--- START ---

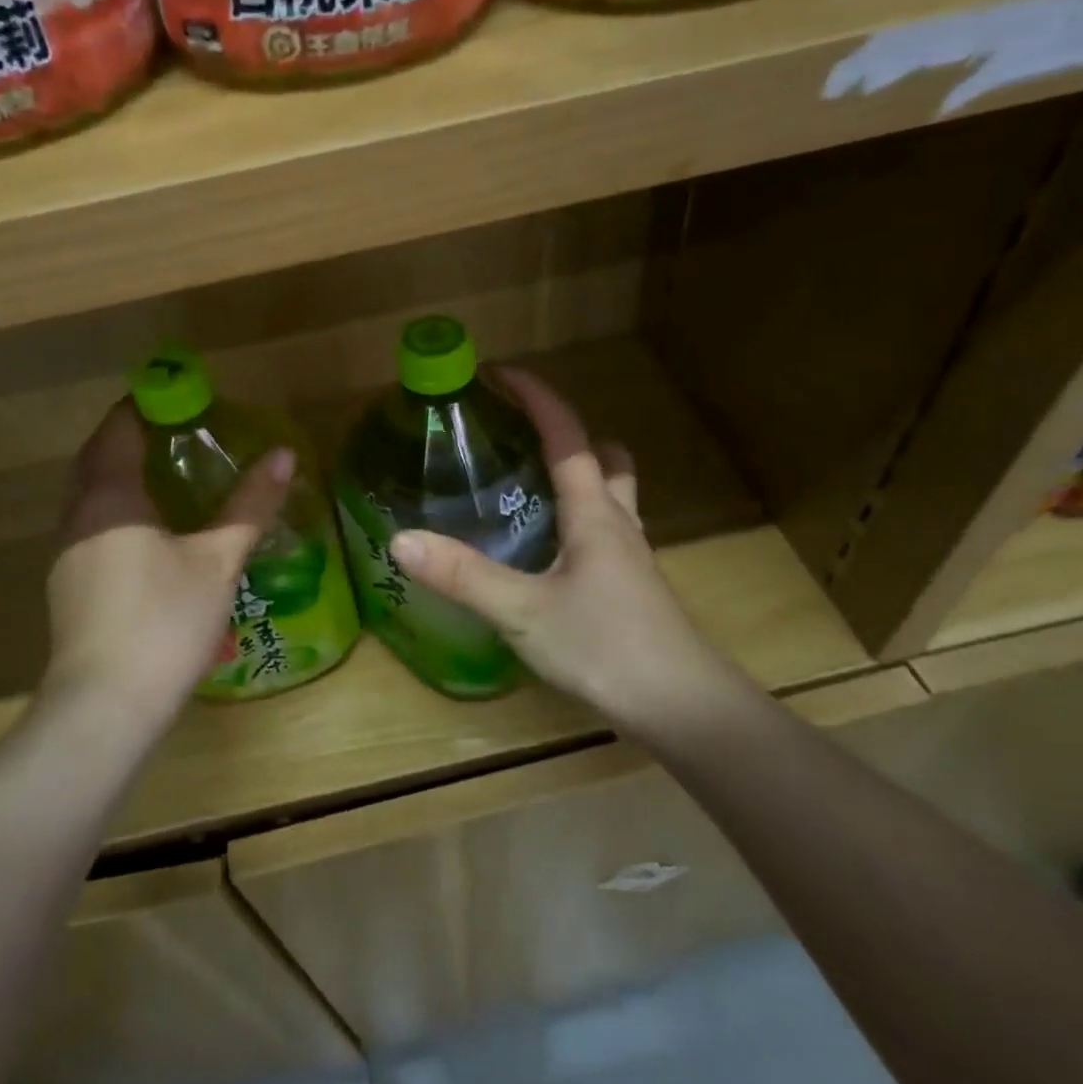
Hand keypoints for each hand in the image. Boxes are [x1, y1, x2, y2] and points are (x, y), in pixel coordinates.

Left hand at [44, 402, 292, 729]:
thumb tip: (282, 454)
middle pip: (98, 458)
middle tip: (179, 434)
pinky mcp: (68, 584)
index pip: (118, 428)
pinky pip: (92, 526)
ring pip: (91, 496)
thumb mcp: (217, 559)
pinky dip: (118, 511)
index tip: (182, 398)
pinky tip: (150, 533)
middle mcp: (78, 515)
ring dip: (122, 477)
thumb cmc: (165, 620)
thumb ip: (250, 505)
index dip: (146, 406)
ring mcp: (67, 552)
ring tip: (169, 478)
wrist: (106, 705)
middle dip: (132, 439)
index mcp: (109, 497)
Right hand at [387, 368, 745, 730]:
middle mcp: (618, 525)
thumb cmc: (605, 646)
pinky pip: (603, 535)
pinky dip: (576, 523)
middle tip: (519, 442)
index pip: (568, 438)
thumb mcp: (523, 610)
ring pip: (610, 498)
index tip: (501, 374)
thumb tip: (401, 540)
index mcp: (594, 513)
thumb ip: (463, 575)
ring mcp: (630, 559)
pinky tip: (545, 555)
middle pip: (604, 460)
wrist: (681, 709)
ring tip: (527, 493)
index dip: (538, 399)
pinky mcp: (631, 590)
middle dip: (566, 438)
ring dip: (577, 480)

--- END ---

■ **Assignment**
Give an exact copy of every line from the one holding "pinky mcp: (68, 584)" through the end of the records, both included, and no other lines.

■ **Response to the task**
pinky mcp: (68, 584)
index pip: (118, 428)
pinky pip: (92, 526)
ring pip: (91, 496)
thumb mcp: (217, 559)
pinky dip: (118, 511)
index tip: (182, 398)
pinky tip: (150, 533)
middle mcp: (78, 515)
ring dip: (122, 477)
thumb cmc: (165, 620)
thumb ip: (250, 505)
index dip: (146, 406)
ring mcp: (67, 552)
ring tip: (169, 478)
wrist: (106, 705)
middle dip: (132, 439)
index mcp: (109, 497)
Right hand at [387, 368, 745, 730]:
middle mcp: (618, 525)
thumb cmc: (605, 646)
pinky pip: (603, 535)
pinky dip: (576, 523)
middle tip: (519, 442)
index pip: (568, 438)
thumb mcp: (523, 610)
ring pip: (610, 498)
index tip: (501, 374)
thumb tip: (401, 540)
index mcp: (594, 513)
thumb ip: (463, 575)
ring mcp: (630, 559)
pinky tip: (545, 555)
middle pip: (604, 460)
wrist: (681, 709)
ring tip: (527, 493)
index dip: (538, 399)
pinky mcp: (631, 590)
middle dip: (566, 438)
ring dip: (577, 480)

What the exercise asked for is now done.